Hace 19 años, el 1 de febrero de 2002, era asesinado Daniel Pearl, corresponsal jefe del Wall Street Journal en el Sudeste Asiático. Estaba investigando una pista que le podía ayudar a esclarecer los ataques del 11-S. Lo secuestraron en Karachi y unos días después lo degollaron. Descuartizaron el cuerpo, que acabó siendo repatriado a Estados Unidos. El asesinato fue grabado y difundido. Inmediatamente antes de la degollación, Pearl grabó un mensaje que desde entonces está presente en la conciencia del mundo civilizado:
Mi nombre es Daniel Pearl. Soy un judío norteamericano de Encino, California, Estados Unidos. Por el lado paterno mi familia es sionista.
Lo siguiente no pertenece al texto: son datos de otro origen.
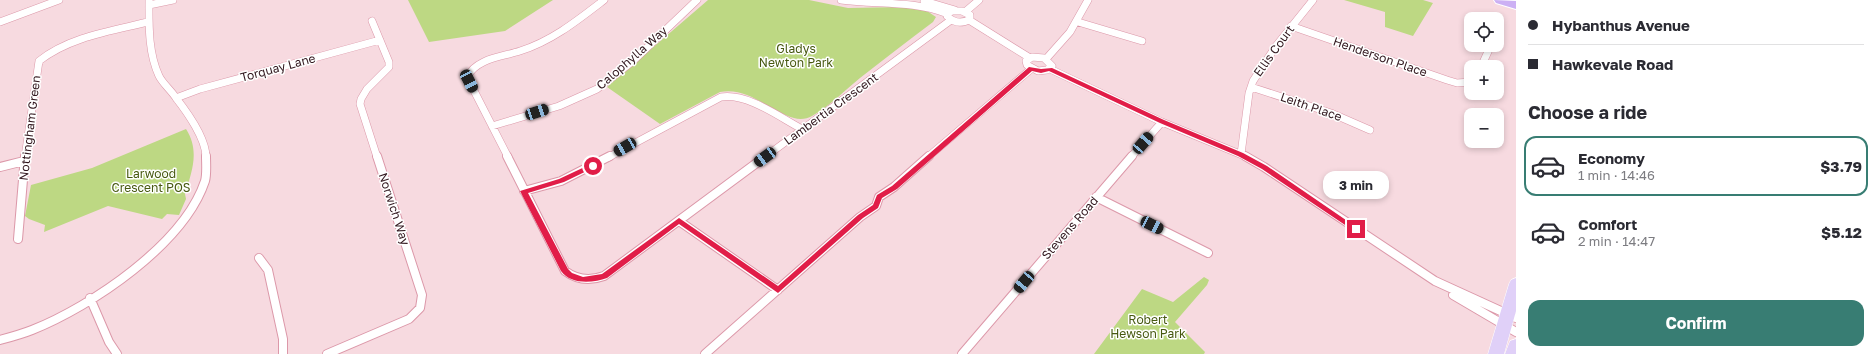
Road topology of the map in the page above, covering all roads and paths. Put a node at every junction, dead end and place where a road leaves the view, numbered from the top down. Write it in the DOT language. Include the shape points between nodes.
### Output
graph roads {
  1 [pos="59,0"];
  2 [pos="173,0"];
  3 [pos="604,0"];
  4 [pos="697,0"];
  5 [pos="841,0"];
  6 [pos="916,0"];
  7 [pos="979,0"];
  8 [pos="1088,0"];
  9 [pos="1313,0"];
  10 [pos="1500,0"];
  11 [pos="891,1"];
  12 [pos="149,3"];
  13 [pos="1516,5"];
  14 [pos="955,10"];
  15 [pos="966,12"];
  16 [pos="950,17"];
  17 [pos="969,20"];
  18 [pos="0,22"];
  19 [pos="148,22"];
  20 [pos="372,22"];
  21 [pos="1078,22"];
  22 [pos="1291,26"];
  23 [pos="380,40"];
  24 [pos="1142,41"];
  25 [pos="1030,58"];
  26 [pos="1046,59"];
  27 [pos="1031,69"];
  28 [pos="1050,69"];
  29 [pos="1464,82"];
  30 [pos="1251,87"];
  31 [pos="176,98"];
  32 [pos="1162,122"];
  33 [pos="492,126"];
  34 [pos="802,129"];
  35 [pos="1370,130"];
  36 [pos="1241,154"];
  37 [pos="24,161"];
  38 [pos="0,167"];
  39 [pos="524,191"];
  40 [pos="1096,197"];
  41 [pos="679,221"];
  42 [pos="18,239"];
  43 [pos="1208,253"];
  44 [pos="259,258"];
  45 [pos="1516,284"];
  46 [pos="778,290"];
  47 [pos="90,298"];
  48 [pos="1511,322"];
  49 [pos="0,340"];
  50 [pos="1516,346"];
  51 [pos="117,354"];
  52 [pos="283,354"];
  53 [pos="327,354"];
  54 [pos="705,354"];
  55 [pos="962,354"];
  56 [pos="1496,354"];
  57 [pos="1513,354"];
  1 -- 18 [label="street"];
  2 -- 12 [label="street"];
  3 -- 33 [label="street, Lambertia Crescent" via="564,32 538,45 477,64 468,73 469,81"];
  4 -- 33 [label="street, Calophylla Way" via="636,57 598,88 567,102"];
  5 -- 11 [label="street"];
  6 -- 14 [label="street"];
  7 -- 15 [label="street"];
  8 -- 21 [label="street"];
  9 -- 22 [label="street, Ellis Court"];
  10 -- 13 [label="highway"];
  11 -- 16 [label="street" via="924,6"];
  12 -- 19 [label="street"];
  14 -- 15 [label="street"];
  14 -- 16 [label="street, Lambertia Crescent"];
  15 -- 17 [label="street" via="971,17"];
  16 -- 17 [label="street" via="961,23"];
  16 -- 34 [label="street, Lambertia Crescent"];
  17 -- 25 [label="street"];
  19 -- 31 [label="street" via="158,70 165,86"];
  19 -- 37 [label="street, Nottingham Green" via="100,33 43,57 38,65"];
  20 -- 23 [label="street, Norwich Way"];
  21 -- 24 [label="street"];
  21 -- 26 [label="street"];
  22 -- 29 [label="street, Henderson Place" via="1447,80"];
  22 -- 30 [label="street, Ellis Court" via="1252,81"];
  23 -- 31 [label="street, Torquay Lane"];
  23 -- 53 [label="street, Norwich Way" via="389,67 364,92 360,104 422,295 420,308 409,319"];
  25 -- 26 [label="street"];
  25 -- 27 [label="street" via="1026,63"];
  26 -- 28 [label="street" via="1051,64"];
  27 -- 28 [label="street"];
  27 -- 46 [label="street" via="894,187 879,197 876,206 860,216"];
  28 -- 32 [label="street"];
  30 -- 35 [label="street, Leith Place" via="1331,113"];
  30 -- 36 [label="street, Ellis Court"];
  31 -- 47 [label="street" via="206,152 206,176 198,197 181,226 167,241 114,283"];
  32 -- 36 [label="street"];
  32 -- 40 [label="street, Stevens Road"];
  33 -- 39 [label="street, Lambertia Crescent"];
  34 -- 39 [label="street" via="748,100 725,96 582,172 561,181"];
  34 -- 41 [label="street, Lambertia Crescent"];
  36 -- 48 [label="street" via="1435,281 1447,292"];
  37 -- 38 [label="street"];
  37 -- 42 [label="street, Nottingham Green"];
  39 -- 41 [label="street, Lambertia Crescent" via="565,271 583,280 604,276"];
  40 -- 43 [label="street"];
  40 -- 55 [label="street, Stevens Road"];
  41 -- 46 [label="street"];
  44 -- 52 [label="street" via="268,270 283,339"];
  45 -- 48 [label="main road"];
  46 -- 54 [label="street"];
  47 -- 49 [label="street" via="32,330"];
  47 -- 51 [label="street"];
  48 -- 56 [label="main road"];
  50 -- 57 [label="main road"];
}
Mi padre es judío, mi madre es judía, yo soy judío.
Aquello dio lugar a un libro extraordinario, recopilado por Judea Pearl, el padre de Daniel, en el que un buen número de personalidades, de muy diversos campos profesionales y filiaciones políticas, se enfrentaban a lo que la frase afirma y a su contenido: el significado del judaísmo vivido como compromiso personal. Después del 11-S, parecía que lo hubiéramos visto todo, pero el asesinato de Daniel Pearl resultó particularmente terrible. Y aunque luego hemos asistido a atrocidades sin cuento, de una crueldad más bestial aún –si cabe–, el asesinato de Pearl, por las condiciones en las que ocurrió, la personalidad de la víctima y su extraordinaria declaración final, resumió como ningún otro la barbarie yihadista y su turbia raíz judeófoba. Tampoco lo han olvidado los periodistas y corresponsales, sobre los que recayó también la amenaza terrorista.
El principal acusado, el británico Omar Said Sheij, fue juzgado junto con otros tres cómplices y sentenciado a cadena perpetua. El asunto se complicó cuando un detenido en Guantánamo, el célebre Jalid Sheij Mohamed, confesó su protagonismo en el asesinato de Pearl. Omar Said Sheij, por su parte, fue el elemento clave que engañó a Pearl, lo atrajo hasta Karachi y organizó el secuestro, algo que ya había hecho con tres turistas británicos y un ciudadano norteamericano. El año pasado, un tribunal paquistaní rebajó la pena alegando el tiempo que llevaba ya en la cárcel. Hace pocos días el Tribunal Supremo del país refrendó la decisión y ha ordenado la puesta en libertad de los tres condenados. La familia de Pearl y un fiscal provincial han recurrido la decisión. El nuevo secretario de Estado norteamericano también la ha condenado y ha anunciado la presentación de una demanda de extradición.
Como otros terroristas –los de ETA, sin ir más lejos–, Omar Said Sheij no ha mostrado arrepentimiento por aquel acto del que Jalid Sheij Mohamed se jactó en público. Cometido en la estela del 11-S, fue un crimen destinado a promocionar la yihad y a reclutar terroristas. Lo ocurrido ahora planteará problemas para Pakistán, que ve cómo vuelven a salir a la luz sus largas y complicadas relaciones con el terrorismo yihadista cuando sus autoridades quieren normalizar la imagen del país y acabar con cualquier rastro de actividades terroristas. Sobre todo, nos devuelve a los momentos más dramáticos de la guerra que los terroristas islamistas declararon a las poblaciones de las democracias liberales, pero también a las de los países de mayoría musulmana.
Daniel Pearl permanece desde entonces como el símbolo de todas las víctimas de una tragedia que todavía no ha acabado. Lo hace, en parte, por su condición de judío, que él mismo subrayó en sus últimos momentos. Más aún que una reivindicación, aquello fue una forma de dar a entender que su muerte no dejaría de tener sentido, incluso en un mundo en el que se cometen aberraciones como la que padeció él. Aquel fue uno de esos hechos que nos hacen comprender lo que significa una filiación, la fidelidad a una tradición, la pertenencia a una nación que alumbró una forma de humanidad que nos sigue dignificando a todos.